The Limited Liability Partnership Act, 2002 gives flexibility of forming a partnership with limited liability of its partners. Limited Liability Partnership (LLP) is a legal entity separate from partners constituting it. It is a body corporate with perpetual succession. Any individual or a body corporate may be a partner in LLP. Any change in partners does not affect existence, rights and liabilities of LLP. Two or more persons associated for the purpose of carrying a lawful business or profession with the motive of making profit may subscribe their names to the incorporation document of LLP. Every LLP should have at least two designated partners who are individuals for the purposes of compliance of the Act.
The Contract Act, 1872 is the legislation dealing with agreements and contracts. Every business transaction involves a contract. Without an agreement no transaction is possible whether the transaction involves firms, companies, partnerships or any other person.
The Sale of Goods Act, 1930 provides for sale of goods and rights as well as liabilities of both the seller of goods and buyer of goods. A contract of sale of goods is a contract where the seller transfers or agrees to transfer property in goods to the buyer for a price. This is a bilateral contract made for money consideration only and it may be absolute or conditional.
The Negotiable Instruments Act, 1881 provides the modes of making payments for business transactions. Payment can be made through a negotiable instrument which includes promissory notes, bills of exchanges and cheques which can be made payable to order or to bearer.
Issue of securities by the companies is regulated by the regulations made by the Securities and Exchange Board of India under the Securities & Exchange Board of India Act, 1992. The Securities Contracts (Regulation) Act, 1956 prevents undesirable transactions in securities by regulating the business therein. It regulates stock exchanges, contracts and options in securities and listing of securities.
Laws regulating financing of international business transactions include the Foreign Exchange Management Act, 1999, Conservation of Foreign Exchange and Prevention of Smuggling Act, 1974 and Prevention of Money Laundering Act, 2002. The Foreign Exchange Management Act, 1999 is an Act to consolidate and amend the law relating to foreign exchange with the objective of facilitating external trade and payments and for promoting orderly development and maintenance of foreign exchange in India. The Conservation of Foreign Exchange and Prevention of Smuggling Act, 1974 provides for preventive detention in certain cases for the purposes of conservation and augmentation of foreign exchange and prevention of smuggling activities. The Prevention of Money Laundering Act, 2002 is an Act to prevent money-laundering and to provide for confiscation of property derived from or involved in money laundering.

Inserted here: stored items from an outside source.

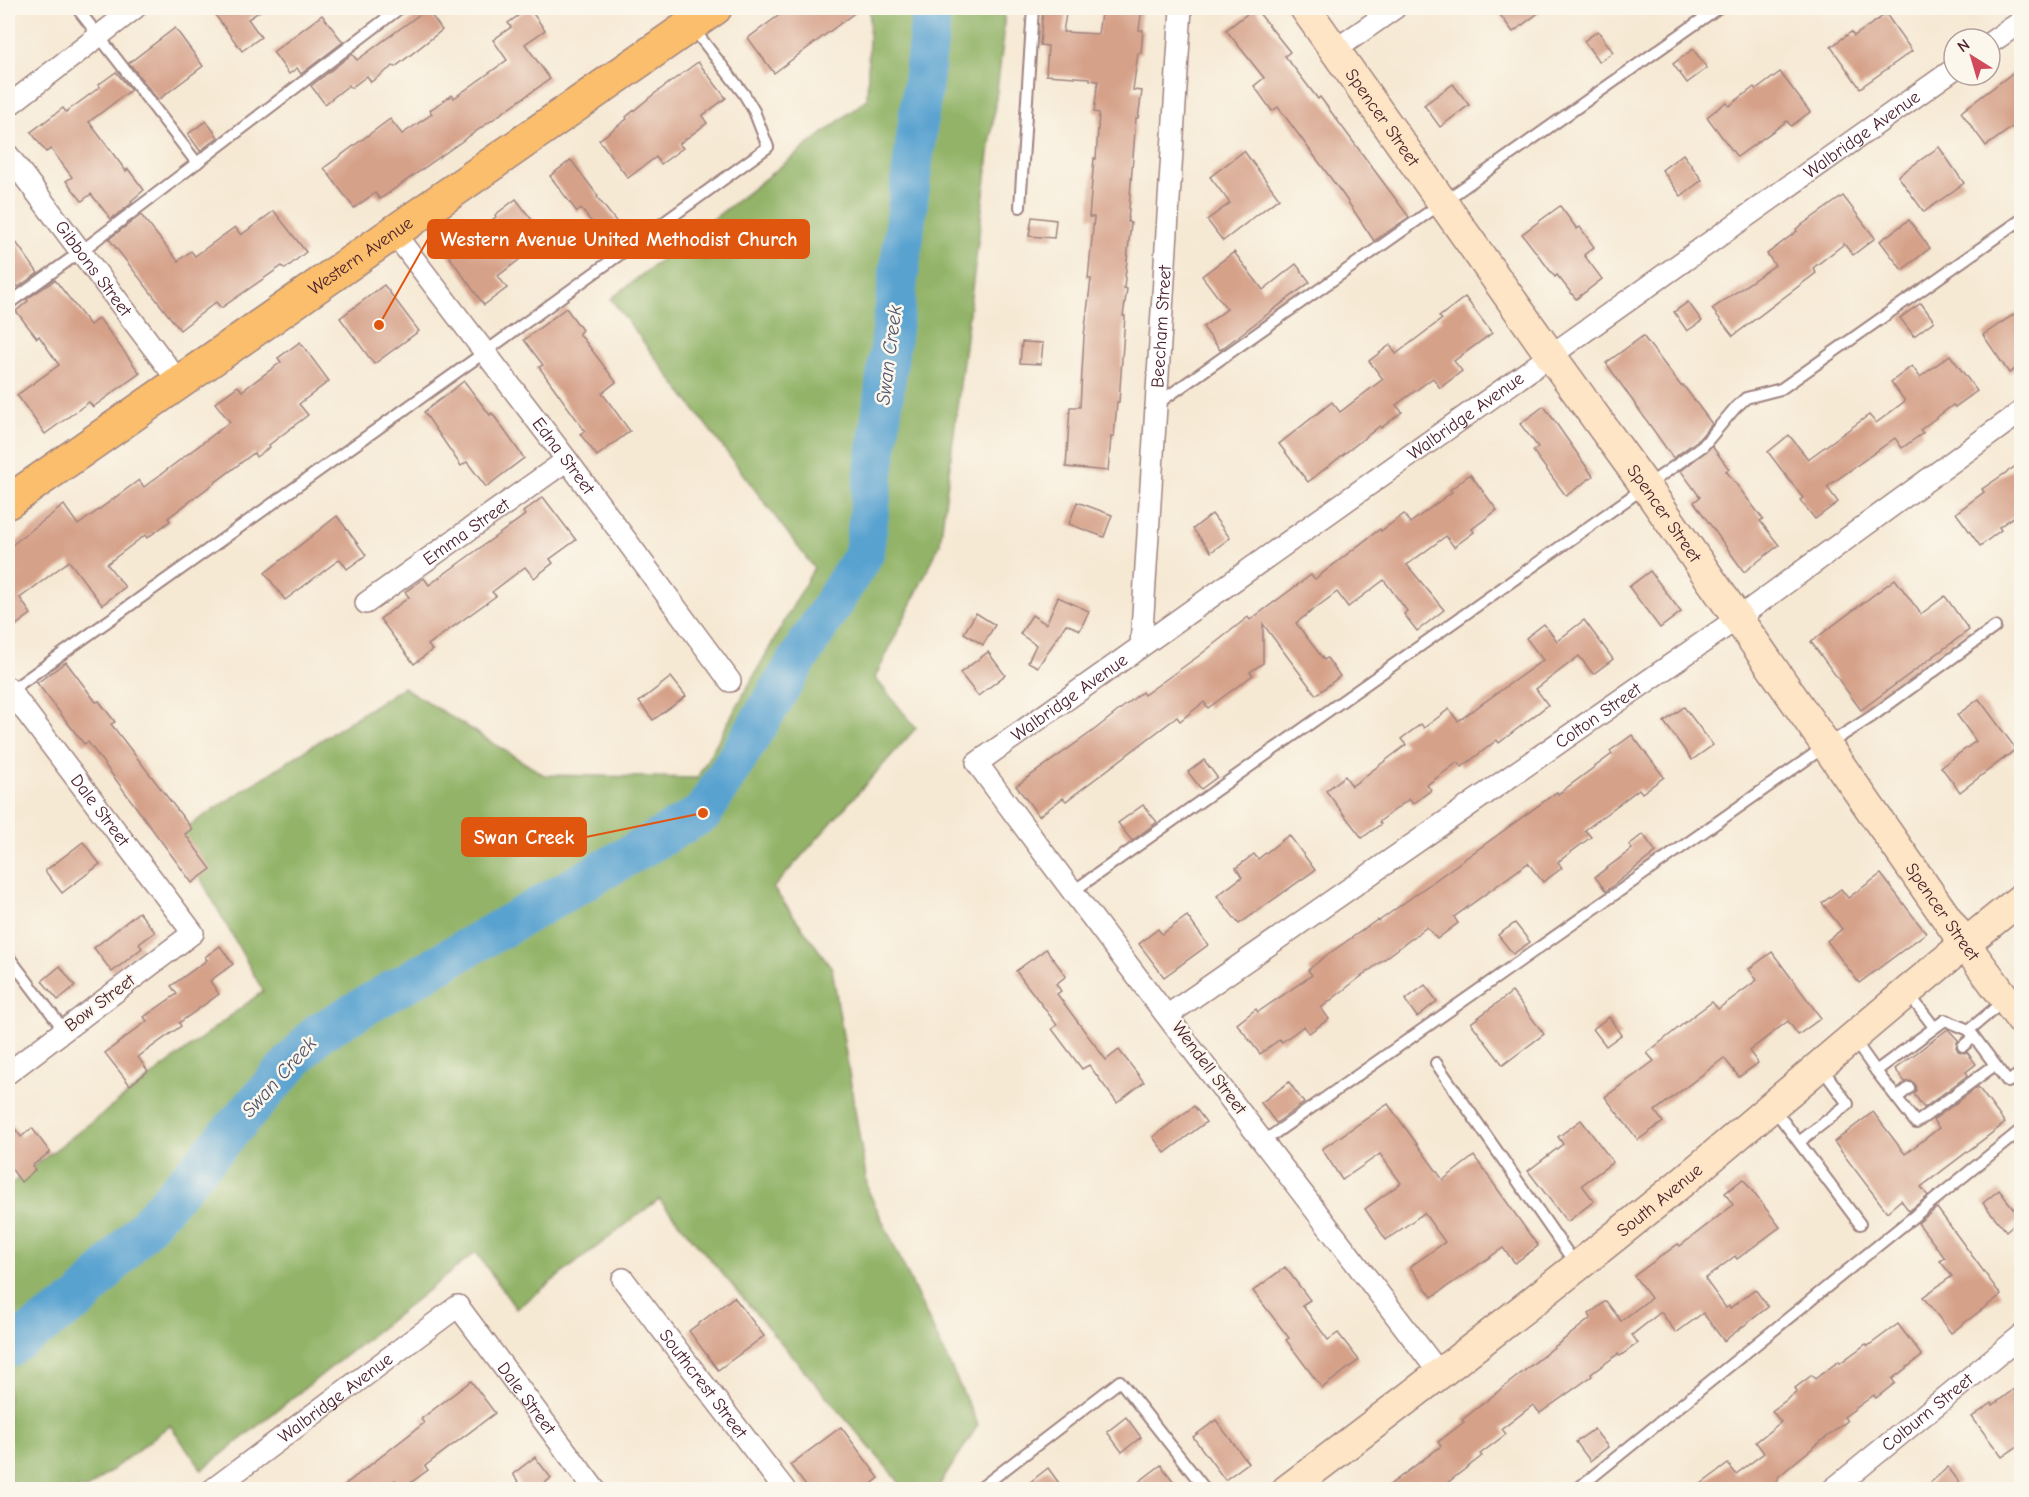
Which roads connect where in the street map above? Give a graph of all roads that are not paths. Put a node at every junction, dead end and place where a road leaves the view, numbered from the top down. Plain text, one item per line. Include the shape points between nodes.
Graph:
1 (77, 8) edge
2 (135, 8) edge
3 (400, 8) edge
4 (1033, 8) edge
5 (1181, 8) edge
6 (1305, 8) edge
7 (1395, 8) edge
8 (1718, 8) edge
9 (696, 15) edge
10 (2022, 21) edge
11 (2002, 35) edge
12 (98, 36) junction
13 (1335, 50) junction
14 (1942, 78) edge
15 (8, 106) edge
16 (8, 155) edge
17 (197, 163) junction
18 (1442, 201) junction
19 (1020, 207) dead end
20 (2022, 219) edge
21 (394, 233) junction
22 (80, 252) junction
23 (8, 304) edge
24 (485, 352) junction
25 (1551, 356) junction
26 (179, 382) junction
27 (1155, 405) junction
28 (2022, 411) edge
29 (567, 460) junction
30 (1646, 487) junction
31 (8, 502) edge
32 (366, 603) dead end
33 (1738, 618) junction
34 (1995, 627) dead end
35 (1141, 646) junction
36 (730, 681) dead end
37 (10, 696) edge
38 (1827, 745) junction
39 (977, 763) joint
40 (1072, 892) junction
41 (2022, 898) edge
42 (193, 933) joint
43 (1964, 944) junction
44 (8, 956) edge
45 (1908, 993) junction
46 (2014, 1010) edge
47 (1168, 1015) junction
48 (1934, 1027) junction
49 (64, 1030) junction
50 (1972, 1034) junction
51 (1852, 1038) junction
52 (1963, 1046) dead end
53 (1436, 1063) dead end
54 (1995, 1065) junction
55 (1820, 1066) junction
56 (1876, 1071) junction
57 (8, 1073) edge
58 (2018, 1075) edge
59 (1909, 1088) dead end
60 (2022, 1088) edge
61 (1897, 1098) junction
62 (1772, 1106) junction
63 (2022, 1128) edge
64 (1264, 1141) junction
65 (1799, 1142) junction
66 (1860, 1224) dead end
67 (1577, 1266) junction
68 (623, 1279) dead end
69 (458, 1305) joint
70 (2022, 1335) edge
71 (1440, 1374) junction
72 (212, 1490) edge
73 (595, 1490) edge
74 (785, 1490) edge
75 (978, 1490) edge
76 (1206, 1490) edge
77 (1287, 1490) edge
78 (1576, 1490) edge
79 (1832, 1490) edge

1 - 12 lane
2 - 12 street
3 - 17 lane
4 - 19 lane
5 - 27 street, Beecham Street
6 - 13 street, Spencer Street
7 - 13 street
8 - 18 lane
9 - 21 main road, Western Avenue
9 - 24 lane via 754,111 768,147
10 - 11 street
12 - 15 street
12 - 17 lane
13 - 18 street, Spencer Street
14 - 25 street, Walbridge Avenue
16 - 22 street, Gibbons Street
17 - 22 lane
18 - 25 street, Spencer Street
18 - 27 lane
20 - 30 lane via 1781,389 1746,398 1703,447
21 - 24 street, Edna Street
21 - 26 main road, Western Avenue
22 - 23 lane
22 - 26 street, Gibbons Street
24 - 29 street, Edna Street
24 - 37 lane
25 - 30 street, Spencer Street
25 - 35 street, Walbridge Avenue
26 - 31 main road, Western Avenue
27 - 35 street, Beecham Street
28 - 33 street, Colton Street
29 - 32 street, Emma Street
29 - 36 street, Edna Street
30 - 33 street, Spencer Street
30 - 40 lane
33 - 38 street, Spencer Street
33 - 47 street, Colton Street
34 - 38 lane
35 - 39 street, Walbridge Avenue
37 - 42 street, Dale Street
38 - 43 street, Spencer Street
38 - 64 lane
39 - 40 street, Wendell Street
40 - 47 street, Wendell Street
41 - 43 street, South Avenue
42 - 49 street, Bow Street
43 - 45 street, South Avenue
43 - 46 street, Spencer Street
44 - 49 lane
45 - 48 lane
45 - 51 street, South Avenue
46 - 50 lane
47 - 64 street, Wendell Street
48 - 50 lane via 1946,1020
48 - 56 lane
49 - 57 street, Bow Street
50 - 52 lane
50 - 54 lane
51 - 55 street, South Avenue
51 - 56 lane
53 - 67 lane
54 - 58 lane via 2008,1082
54 - 61 lane via 1916,1123
55 - 62 street, South Avenue
55 - 65 lane via 1848,1104
56 - 61 lane
58 - 60 lane
59 - 61 lane
62 - 65 lane
62 - 67 street, South Avenue
63 - 78 lane
64 - 71 street, Wendell Street
65 - 66 lane
67 - 71 street, South Avenue
68 - 74 street, Southcrest Street
69 - 72 street, Walbridge Avenue
69 - 73 street, Dale Street
70 - 79 street, Colburn Street
71 - 77 street, South Avenue
75 - 76 lane via 1120,1381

COMPETITION RELATED ISSUES IN BUSINESS LAW:
The Contract Act, 1872:Every business transaction involves a contract. Without an agreement no transaction is possible whether the transaction involves firms, companies, partnerships or any other person. Competition related issues arise in relation to contracts in restraint of trade as well as tenders bids and auction bids.

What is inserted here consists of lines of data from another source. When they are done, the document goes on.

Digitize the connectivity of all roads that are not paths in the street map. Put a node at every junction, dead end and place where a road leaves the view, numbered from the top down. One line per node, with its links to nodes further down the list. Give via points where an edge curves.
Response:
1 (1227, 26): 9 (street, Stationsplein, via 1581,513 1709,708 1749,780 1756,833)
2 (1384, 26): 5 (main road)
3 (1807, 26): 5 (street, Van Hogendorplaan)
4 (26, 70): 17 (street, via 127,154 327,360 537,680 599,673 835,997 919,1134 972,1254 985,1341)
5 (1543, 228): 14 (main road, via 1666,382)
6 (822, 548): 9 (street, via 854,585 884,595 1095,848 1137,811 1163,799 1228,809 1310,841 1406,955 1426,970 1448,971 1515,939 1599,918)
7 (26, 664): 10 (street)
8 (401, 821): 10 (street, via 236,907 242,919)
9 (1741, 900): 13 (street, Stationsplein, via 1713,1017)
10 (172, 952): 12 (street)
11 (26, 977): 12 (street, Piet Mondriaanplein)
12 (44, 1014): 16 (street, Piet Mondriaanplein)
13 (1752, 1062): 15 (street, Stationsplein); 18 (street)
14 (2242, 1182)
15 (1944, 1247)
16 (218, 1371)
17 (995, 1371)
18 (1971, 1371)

a. Agreements in restraint of trade: Section 27 of the Contract Act provides that every agreement which restraints any person from exercising a lawful profession, trade or business of any kind is void to that extent. The true test for determination of validity is whether the restraint whether partial or full, is reasonable and necessary for the protection of the party to be intended to be benefitted. If it is not otherwise injurious to public interest, it will be valid.
Statutory exceptions to this general principle include firstly, when goodwill of a business is sold and the seller agrees with the buyer to refrain from carrying on a similar business within specified local limits for a specified time. Such restriction is held valid if it is reasonable. Secondly, Partnership Act, 1932 allows for certain restrictions to be placed on outgoing partner or all partners in anticipation of dissolution of partnership.

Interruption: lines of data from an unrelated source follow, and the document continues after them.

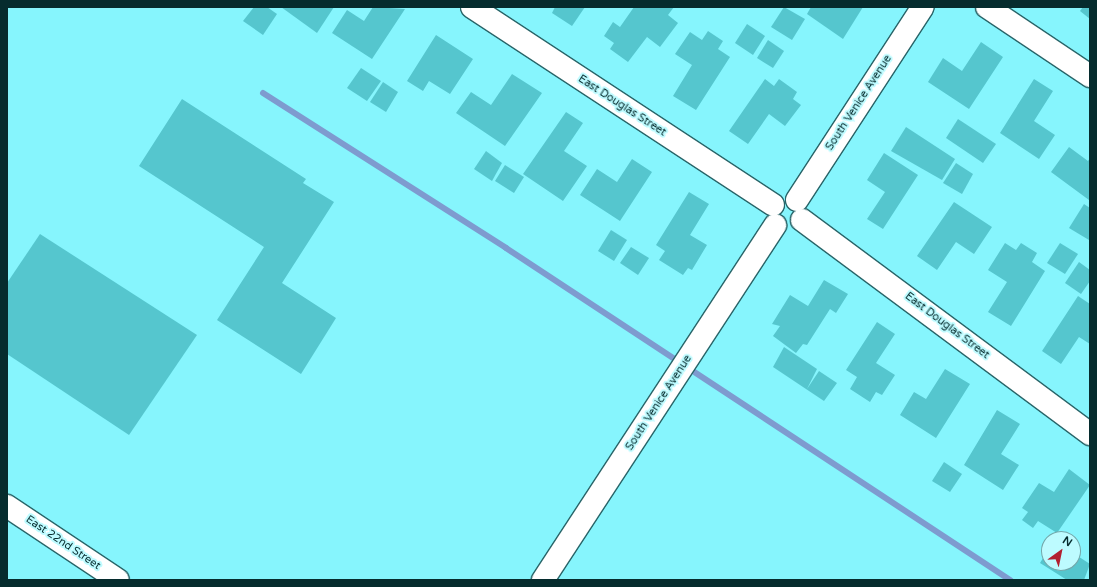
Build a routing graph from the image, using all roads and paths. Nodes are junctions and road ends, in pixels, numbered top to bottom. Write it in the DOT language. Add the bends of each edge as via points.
graph roads {
  1 [pos="472,7"];
  2 [pos="923,7"];
  3 [pos="987,7"];
  4 [pos="1090,76"];
  5 [pos="800,210"];
  6 [pos="774,215"];
  7 [pos="1090,434"];
  8 [pos="7,506"];
  9 [pos="118,580"];
  10 [pos="543,580"];
  1 -- 6 [label="street, East Douglas Street"];
  2 -- 5 [label="street, South Venice Avenue"];
  3 -- 4 [label="street"];
  5 -- 6 [label="street" via="786,197"];
  5 -- 6 [label="street" via="790,230"];
  5 -- 7 [label="street, East Douglas Street"];
  6 -- 10 [label="street, South Venice Avenue"];
  8 -- 9 [label="street, East 22nd Street"];
}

Exceptions created under judicial interpretations include firstly, trade combinations where traders and manufacturers in the same line of manufacturing make agreements to carry on their trade in an organized manner. Their primary purpose is to regulate business but not restrict it. Agreements as to regulation of opening or closing of business in the market, licensing of traders, mode of dealing, control over dealers, prices and output will have to be seen in the light of restraint on trade, business or profession i.e, whether they are anti-competitive or not? Second category of such exceptions is of exclusive dealing agreements. A producer may like to market his goods only through a sole agent or distributor and the distributor agrees not to deal with goods of any other manufacturer or a producer may agree to sell all his output to only one dealer and that dealer in turn promises to buy his requirements only from that producer. These are exclusive dealing agreements. This negative covenant should be ancillary to the positive covenant. If it is so, it will not be a restraint of trade. Third category includes restraints upon employees during employment and after termination of employment. Negative covenants during employment restricting an employee from working elsewhere during the period of employment agreement are valid agreements. Such agreements which are for protection of confidentiality and trade secrets are not one sided or unfair or unreasonable. However, agreement restraining employees from competing with their employers after termination of employment may not be allowed by the courts.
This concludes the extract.